Twenty years later I traveled again to this country and this time it was all very different. I was prepared to try exotic food ( as long as it had no meat) and they served me Pulao and Rajma for dinner and idli and upma for breakfast on a Lufthansa flight. In Seattle I stayed with my cousin who made sure that there was Sambar and curried vegetable at every meal. When we went out we ate at Udupi restaurants serving Puri/bhaji and Masala Dosa!
Thanks to the IT revolution and Y2k problem in no small measure I suppose! India had arrived - it was now a real country with real people and real food and not just some land of sadhus and snakes, where people had OM for breakfast and meditated! Airlines cared for the Indian traveler and his meal preferences. You didn't have to suffer Air India just for their food. You could buy and make Indian food right here -it was available and affordable.
But still there was one thing that I missed - Tea. Starbucks had one type of sweet tea and in the tearooms we were presented with a menu of several choices of herbal, green and black teas. While they had great snob value and assured ego-satisfaction, all I craved for was a nice Masala Chai. I was even willing to try Coffee with little luck. Yes, in the land of Starbucks we missed COFFEE - South Indian coffee. Starbucks gave us choices like we never had before and they were willing to make it all just the way we wanted. Only we didn't want any of it because they were either too strong or too watery, or too frothy or too hot. In every case it was too much - even the smallest cup ( whose idea was it to call a small cup 'tall'?) was a lot and we always ended up wasting more than half. Something was missing and it did not feel like the coffee back home even when we picked up coffee powder from the Indian shop. May be the chicory content.
How do the South Indians manage without their daily dose of South Indian Filter coffee, I wondered. My cousin did not care for coffee or tea but I am sure that is not the case with the other million or two out there. You can take a Tamilian or a Kannadiga to Starbucks but you cannot make him drink the coffee for sure? Or had they resigned to their fate, admitted defeat and prepared their palates to an acquired taste for one or other of the Starbucks coffee? Or were they getting their coffee supplies from India regularly? It was a mystery till the time I boarded the flight back to Bangalore and I made mental note to pack a few boxes of Lipton tea if I traveled to this country again.
Last month I was packing again to come to this country when my son asked me to get a coffee filter. He said he was tired of Starbucks coffee and wanted ‘our coffee’ in the mornings. So I asked him if he wanted some coffee powder too. He said “No. My friend Soundari has experimented with the coffee available here and discovered that a combination of Ethiopian Sidamo and Sumatra coffee (1:1)from Starbucks ground to a fine blend ("Turkish" grind for electric filter) tastes exactly like the coffee you get in Chennai.’

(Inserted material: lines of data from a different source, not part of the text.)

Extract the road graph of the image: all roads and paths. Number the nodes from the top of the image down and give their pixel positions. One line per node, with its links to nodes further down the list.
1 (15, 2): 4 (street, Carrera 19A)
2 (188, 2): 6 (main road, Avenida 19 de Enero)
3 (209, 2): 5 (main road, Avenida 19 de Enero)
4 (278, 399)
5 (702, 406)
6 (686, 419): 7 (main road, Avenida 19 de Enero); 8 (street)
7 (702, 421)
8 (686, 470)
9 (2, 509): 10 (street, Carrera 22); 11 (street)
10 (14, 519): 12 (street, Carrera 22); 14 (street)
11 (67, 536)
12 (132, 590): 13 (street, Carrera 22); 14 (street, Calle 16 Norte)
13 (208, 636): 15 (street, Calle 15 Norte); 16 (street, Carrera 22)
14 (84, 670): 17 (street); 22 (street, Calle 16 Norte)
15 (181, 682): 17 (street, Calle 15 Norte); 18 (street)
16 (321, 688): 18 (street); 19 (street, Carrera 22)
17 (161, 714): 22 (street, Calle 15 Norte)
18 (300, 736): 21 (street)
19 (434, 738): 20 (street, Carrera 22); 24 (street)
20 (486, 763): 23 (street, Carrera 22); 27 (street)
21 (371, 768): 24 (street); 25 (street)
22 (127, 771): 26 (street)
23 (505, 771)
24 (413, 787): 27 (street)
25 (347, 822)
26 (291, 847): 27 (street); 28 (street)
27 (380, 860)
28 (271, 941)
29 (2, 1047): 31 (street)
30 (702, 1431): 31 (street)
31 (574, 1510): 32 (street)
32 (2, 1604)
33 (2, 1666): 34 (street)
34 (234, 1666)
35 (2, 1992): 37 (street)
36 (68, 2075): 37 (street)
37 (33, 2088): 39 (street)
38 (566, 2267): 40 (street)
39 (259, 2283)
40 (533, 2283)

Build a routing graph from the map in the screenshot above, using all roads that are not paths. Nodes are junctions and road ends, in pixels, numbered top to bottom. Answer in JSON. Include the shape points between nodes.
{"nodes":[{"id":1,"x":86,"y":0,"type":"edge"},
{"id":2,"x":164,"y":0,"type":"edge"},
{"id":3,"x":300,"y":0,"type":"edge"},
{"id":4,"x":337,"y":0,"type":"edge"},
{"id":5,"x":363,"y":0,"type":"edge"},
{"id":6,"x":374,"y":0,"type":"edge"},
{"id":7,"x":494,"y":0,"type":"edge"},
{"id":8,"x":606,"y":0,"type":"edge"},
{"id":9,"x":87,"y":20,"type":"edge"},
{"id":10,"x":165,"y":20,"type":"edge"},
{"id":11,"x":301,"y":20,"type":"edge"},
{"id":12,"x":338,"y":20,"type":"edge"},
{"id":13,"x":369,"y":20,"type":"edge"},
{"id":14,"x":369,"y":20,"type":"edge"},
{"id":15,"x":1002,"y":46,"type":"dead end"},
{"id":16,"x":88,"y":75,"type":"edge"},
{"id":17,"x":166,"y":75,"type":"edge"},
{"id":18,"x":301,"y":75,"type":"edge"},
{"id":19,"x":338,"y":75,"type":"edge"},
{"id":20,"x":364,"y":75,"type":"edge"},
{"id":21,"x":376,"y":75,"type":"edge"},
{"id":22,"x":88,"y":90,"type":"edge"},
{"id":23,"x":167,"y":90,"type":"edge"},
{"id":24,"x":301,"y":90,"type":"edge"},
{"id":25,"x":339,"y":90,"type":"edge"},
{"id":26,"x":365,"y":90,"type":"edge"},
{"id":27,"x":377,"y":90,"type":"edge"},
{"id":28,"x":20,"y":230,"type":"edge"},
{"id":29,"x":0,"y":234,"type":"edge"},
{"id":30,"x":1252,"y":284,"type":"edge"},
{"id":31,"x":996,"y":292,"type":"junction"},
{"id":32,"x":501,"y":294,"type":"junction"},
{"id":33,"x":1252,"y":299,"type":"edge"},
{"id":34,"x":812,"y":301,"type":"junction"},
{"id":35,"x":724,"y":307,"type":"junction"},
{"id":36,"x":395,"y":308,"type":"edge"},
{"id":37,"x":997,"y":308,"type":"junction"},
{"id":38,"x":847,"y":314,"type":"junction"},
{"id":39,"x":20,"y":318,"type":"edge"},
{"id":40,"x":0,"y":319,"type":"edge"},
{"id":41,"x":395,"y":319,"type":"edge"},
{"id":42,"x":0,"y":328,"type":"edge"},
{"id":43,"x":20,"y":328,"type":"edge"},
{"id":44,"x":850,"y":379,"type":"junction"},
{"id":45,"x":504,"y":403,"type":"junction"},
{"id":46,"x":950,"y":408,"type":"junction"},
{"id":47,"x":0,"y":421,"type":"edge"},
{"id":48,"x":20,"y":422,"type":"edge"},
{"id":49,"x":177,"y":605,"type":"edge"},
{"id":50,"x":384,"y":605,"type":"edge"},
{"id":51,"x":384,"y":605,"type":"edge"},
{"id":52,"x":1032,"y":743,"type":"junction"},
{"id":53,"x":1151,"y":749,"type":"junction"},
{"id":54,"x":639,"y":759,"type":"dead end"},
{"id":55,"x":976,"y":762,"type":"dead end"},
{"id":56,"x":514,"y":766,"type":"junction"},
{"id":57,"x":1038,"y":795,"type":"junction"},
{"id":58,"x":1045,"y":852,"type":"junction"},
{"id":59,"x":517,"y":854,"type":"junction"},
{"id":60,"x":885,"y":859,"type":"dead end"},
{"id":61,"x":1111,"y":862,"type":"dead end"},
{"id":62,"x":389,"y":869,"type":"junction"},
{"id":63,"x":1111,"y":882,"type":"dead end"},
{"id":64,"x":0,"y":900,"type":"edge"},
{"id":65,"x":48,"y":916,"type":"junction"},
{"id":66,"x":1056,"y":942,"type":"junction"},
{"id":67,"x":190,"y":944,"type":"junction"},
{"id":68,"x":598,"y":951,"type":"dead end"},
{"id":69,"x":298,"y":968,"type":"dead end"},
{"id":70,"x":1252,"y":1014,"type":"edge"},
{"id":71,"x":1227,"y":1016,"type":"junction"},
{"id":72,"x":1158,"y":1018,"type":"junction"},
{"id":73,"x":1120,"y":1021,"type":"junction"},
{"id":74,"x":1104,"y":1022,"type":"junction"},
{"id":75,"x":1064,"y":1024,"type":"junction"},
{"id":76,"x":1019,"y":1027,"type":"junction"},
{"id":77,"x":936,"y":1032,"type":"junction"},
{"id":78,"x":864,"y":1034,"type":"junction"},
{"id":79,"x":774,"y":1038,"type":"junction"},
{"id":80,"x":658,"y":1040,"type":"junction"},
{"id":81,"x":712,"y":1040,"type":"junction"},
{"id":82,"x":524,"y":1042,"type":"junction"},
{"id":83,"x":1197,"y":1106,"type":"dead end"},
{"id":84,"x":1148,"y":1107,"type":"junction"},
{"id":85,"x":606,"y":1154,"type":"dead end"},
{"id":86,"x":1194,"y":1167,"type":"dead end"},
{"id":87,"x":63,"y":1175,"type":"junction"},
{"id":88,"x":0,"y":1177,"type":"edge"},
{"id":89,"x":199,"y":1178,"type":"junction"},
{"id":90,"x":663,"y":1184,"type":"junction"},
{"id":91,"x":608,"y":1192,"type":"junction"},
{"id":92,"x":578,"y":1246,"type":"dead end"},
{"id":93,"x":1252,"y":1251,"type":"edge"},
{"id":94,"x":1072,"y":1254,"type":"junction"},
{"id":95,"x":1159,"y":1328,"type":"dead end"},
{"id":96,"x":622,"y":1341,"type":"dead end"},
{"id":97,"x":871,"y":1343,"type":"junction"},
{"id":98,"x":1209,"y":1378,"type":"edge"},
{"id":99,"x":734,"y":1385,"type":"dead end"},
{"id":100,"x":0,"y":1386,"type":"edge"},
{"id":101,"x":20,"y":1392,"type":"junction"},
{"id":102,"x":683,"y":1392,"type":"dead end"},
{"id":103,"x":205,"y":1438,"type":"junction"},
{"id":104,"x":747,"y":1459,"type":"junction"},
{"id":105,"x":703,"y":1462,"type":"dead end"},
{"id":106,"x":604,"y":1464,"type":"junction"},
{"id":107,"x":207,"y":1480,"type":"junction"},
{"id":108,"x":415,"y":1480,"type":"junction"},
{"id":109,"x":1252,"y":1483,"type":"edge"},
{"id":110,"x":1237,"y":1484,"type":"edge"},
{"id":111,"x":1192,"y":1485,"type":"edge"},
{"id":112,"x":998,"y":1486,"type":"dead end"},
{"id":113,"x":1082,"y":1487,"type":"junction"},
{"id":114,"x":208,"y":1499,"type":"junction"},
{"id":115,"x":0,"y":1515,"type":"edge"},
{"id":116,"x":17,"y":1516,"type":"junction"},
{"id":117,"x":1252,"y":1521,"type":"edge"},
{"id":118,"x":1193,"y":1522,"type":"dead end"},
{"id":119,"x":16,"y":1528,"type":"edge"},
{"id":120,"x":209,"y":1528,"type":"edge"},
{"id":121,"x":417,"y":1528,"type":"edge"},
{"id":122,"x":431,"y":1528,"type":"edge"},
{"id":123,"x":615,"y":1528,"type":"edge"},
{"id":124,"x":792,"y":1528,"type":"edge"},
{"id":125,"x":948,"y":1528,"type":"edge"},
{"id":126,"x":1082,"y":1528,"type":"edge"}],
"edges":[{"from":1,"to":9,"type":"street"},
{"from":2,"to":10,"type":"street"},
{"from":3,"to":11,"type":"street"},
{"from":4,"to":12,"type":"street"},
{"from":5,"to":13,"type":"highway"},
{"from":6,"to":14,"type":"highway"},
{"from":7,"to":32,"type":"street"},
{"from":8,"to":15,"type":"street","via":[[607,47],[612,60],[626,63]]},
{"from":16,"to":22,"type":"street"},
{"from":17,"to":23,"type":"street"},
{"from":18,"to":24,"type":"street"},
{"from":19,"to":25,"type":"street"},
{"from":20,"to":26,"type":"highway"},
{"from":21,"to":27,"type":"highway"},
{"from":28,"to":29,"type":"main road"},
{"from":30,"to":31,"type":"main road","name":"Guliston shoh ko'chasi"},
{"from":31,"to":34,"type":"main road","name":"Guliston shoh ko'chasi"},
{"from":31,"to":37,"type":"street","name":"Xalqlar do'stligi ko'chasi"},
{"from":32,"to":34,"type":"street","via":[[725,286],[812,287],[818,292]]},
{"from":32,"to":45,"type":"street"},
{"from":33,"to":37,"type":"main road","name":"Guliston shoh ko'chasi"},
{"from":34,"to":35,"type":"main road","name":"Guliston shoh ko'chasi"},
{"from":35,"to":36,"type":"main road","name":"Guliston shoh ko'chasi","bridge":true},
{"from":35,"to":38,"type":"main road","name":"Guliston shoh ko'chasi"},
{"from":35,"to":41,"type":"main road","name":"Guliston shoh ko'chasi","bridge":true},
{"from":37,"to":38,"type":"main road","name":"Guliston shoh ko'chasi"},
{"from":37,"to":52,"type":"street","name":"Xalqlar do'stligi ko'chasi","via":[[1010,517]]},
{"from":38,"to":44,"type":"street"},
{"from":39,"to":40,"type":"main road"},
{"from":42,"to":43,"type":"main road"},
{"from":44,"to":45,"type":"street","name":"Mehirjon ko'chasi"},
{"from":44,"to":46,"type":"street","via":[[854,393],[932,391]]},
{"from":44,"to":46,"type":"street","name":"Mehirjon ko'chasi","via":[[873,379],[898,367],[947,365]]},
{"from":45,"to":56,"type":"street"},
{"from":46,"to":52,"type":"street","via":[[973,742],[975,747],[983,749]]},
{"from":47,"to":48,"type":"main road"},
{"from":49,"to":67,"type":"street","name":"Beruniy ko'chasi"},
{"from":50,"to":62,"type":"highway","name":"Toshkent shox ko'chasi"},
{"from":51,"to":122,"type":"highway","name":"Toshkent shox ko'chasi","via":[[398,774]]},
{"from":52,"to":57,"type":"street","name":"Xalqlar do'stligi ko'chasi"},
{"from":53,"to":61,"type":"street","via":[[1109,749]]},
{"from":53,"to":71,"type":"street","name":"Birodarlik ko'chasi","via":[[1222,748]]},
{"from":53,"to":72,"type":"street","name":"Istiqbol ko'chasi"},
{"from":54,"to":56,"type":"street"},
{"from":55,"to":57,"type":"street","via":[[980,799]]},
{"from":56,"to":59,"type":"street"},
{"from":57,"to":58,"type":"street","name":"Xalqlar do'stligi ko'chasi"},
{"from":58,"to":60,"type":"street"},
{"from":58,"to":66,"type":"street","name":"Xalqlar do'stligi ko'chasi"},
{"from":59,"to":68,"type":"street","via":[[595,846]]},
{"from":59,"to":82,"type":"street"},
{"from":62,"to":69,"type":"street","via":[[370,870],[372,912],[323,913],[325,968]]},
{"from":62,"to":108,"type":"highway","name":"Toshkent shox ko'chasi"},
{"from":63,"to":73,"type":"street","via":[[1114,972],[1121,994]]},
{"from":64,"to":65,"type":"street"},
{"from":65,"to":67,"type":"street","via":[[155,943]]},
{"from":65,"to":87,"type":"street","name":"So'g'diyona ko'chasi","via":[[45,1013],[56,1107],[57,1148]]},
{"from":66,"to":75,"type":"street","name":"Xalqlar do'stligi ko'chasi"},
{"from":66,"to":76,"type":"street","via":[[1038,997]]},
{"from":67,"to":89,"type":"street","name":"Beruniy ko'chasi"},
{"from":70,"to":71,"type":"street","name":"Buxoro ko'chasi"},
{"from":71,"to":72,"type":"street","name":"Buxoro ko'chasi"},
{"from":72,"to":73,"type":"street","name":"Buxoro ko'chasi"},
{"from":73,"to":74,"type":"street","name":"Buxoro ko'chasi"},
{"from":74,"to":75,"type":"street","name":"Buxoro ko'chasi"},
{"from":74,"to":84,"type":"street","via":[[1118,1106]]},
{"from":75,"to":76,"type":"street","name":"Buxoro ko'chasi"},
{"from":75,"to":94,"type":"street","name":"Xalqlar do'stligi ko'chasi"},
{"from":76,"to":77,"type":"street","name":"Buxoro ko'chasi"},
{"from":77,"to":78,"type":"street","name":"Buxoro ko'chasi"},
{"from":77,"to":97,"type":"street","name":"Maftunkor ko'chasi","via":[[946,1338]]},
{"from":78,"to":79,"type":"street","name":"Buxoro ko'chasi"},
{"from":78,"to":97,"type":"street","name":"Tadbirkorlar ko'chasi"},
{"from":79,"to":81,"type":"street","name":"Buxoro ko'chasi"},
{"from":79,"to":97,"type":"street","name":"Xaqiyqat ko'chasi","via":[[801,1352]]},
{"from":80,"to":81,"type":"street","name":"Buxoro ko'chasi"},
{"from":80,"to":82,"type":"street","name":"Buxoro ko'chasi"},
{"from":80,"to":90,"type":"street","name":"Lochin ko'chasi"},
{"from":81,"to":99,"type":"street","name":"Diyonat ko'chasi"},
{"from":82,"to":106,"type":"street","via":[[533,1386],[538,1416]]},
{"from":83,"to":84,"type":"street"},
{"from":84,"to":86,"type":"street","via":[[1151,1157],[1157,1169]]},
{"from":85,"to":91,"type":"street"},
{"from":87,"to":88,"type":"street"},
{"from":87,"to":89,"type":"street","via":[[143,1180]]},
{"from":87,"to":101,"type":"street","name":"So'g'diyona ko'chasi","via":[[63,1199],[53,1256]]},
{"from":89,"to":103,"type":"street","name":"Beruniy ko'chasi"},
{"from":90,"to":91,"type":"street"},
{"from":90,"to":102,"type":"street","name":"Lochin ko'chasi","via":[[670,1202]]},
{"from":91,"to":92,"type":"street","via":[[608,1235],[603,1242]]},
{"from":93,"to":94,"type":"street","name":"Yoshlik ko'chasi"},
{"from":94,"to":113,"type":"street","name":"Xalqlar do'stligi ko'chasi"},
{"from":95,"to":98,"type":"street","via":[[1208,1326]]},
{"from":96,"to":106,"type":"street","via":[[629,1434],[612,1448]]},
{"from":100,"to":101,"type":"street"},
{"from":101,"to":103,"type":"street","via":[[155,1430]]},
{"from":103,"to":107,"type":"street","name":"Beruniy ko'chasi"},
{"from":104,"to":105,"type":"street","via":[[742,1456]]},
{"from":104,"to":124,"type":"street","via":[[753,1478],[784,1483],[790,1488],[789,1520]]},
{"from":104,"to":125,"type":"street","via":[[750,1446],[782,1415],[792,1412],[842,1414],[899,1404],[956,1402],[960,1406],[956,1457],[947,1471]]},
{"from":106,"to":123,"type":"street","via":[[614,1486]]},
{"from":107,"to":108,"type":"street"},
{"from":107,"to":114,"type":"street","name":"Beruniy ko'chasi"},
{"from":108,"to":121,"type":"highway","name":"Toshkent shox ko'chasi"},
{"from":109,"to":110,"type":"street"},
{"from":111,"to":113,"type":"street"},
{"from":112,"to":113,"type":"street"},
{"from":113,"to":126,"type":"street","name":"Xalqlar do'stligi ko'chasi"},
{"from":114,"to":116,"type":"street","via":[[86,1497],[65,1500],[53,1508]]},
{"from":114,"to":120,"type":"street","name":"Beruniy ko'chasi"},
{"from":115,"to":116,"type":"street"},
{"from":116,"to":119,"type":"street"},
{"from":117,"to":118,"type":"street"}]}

JUGAD, wow! I should have known – the true Indian spirit! I should have guessed!
And to answer your question, yes she is right. I even wrote this post while sipping on a strong cup of the blend that tastes just like the 'one shtrong filter kaapi' at my local SLV restaurant. Thank you Soundari.
So what is your favorite blend to get your coffee just the way your mom makes it?
Thursday, June 25, 2009
musings over one shtrong kaapi
Posted by
Usha
at
7:21 AM
57
comments
Monday, June 22, 2009
Street smart

As we approached the signal to cross over to the side of the Chicago Art Institute we saw this man who was saying to no one in particular:
Buy a copy of Streetwise magazine and by spending just 2 dollars you can help the homeless of Chicago.
I wasn't surprised that no one paid any attention to him as they kept their eyes focused on the signal.
Then he said
There is a tradition here at this signal. You either buy a copy of the magazine or you have to skip to the other side with me. Follow me.
The signal changed and the man kept skipping ahead of us and we all walked.
As we reached the other side he turned to us and said with a glint in his eyes:
Now that is cheating.
I loved his spirit. He was obviously homeless or at the risk of becoming homeless or he would not be vending the magazine. But he could smile from where he was and make others smile. Even if you did not buy the magazine, you would remember him for the zest with which he peddled the magazine.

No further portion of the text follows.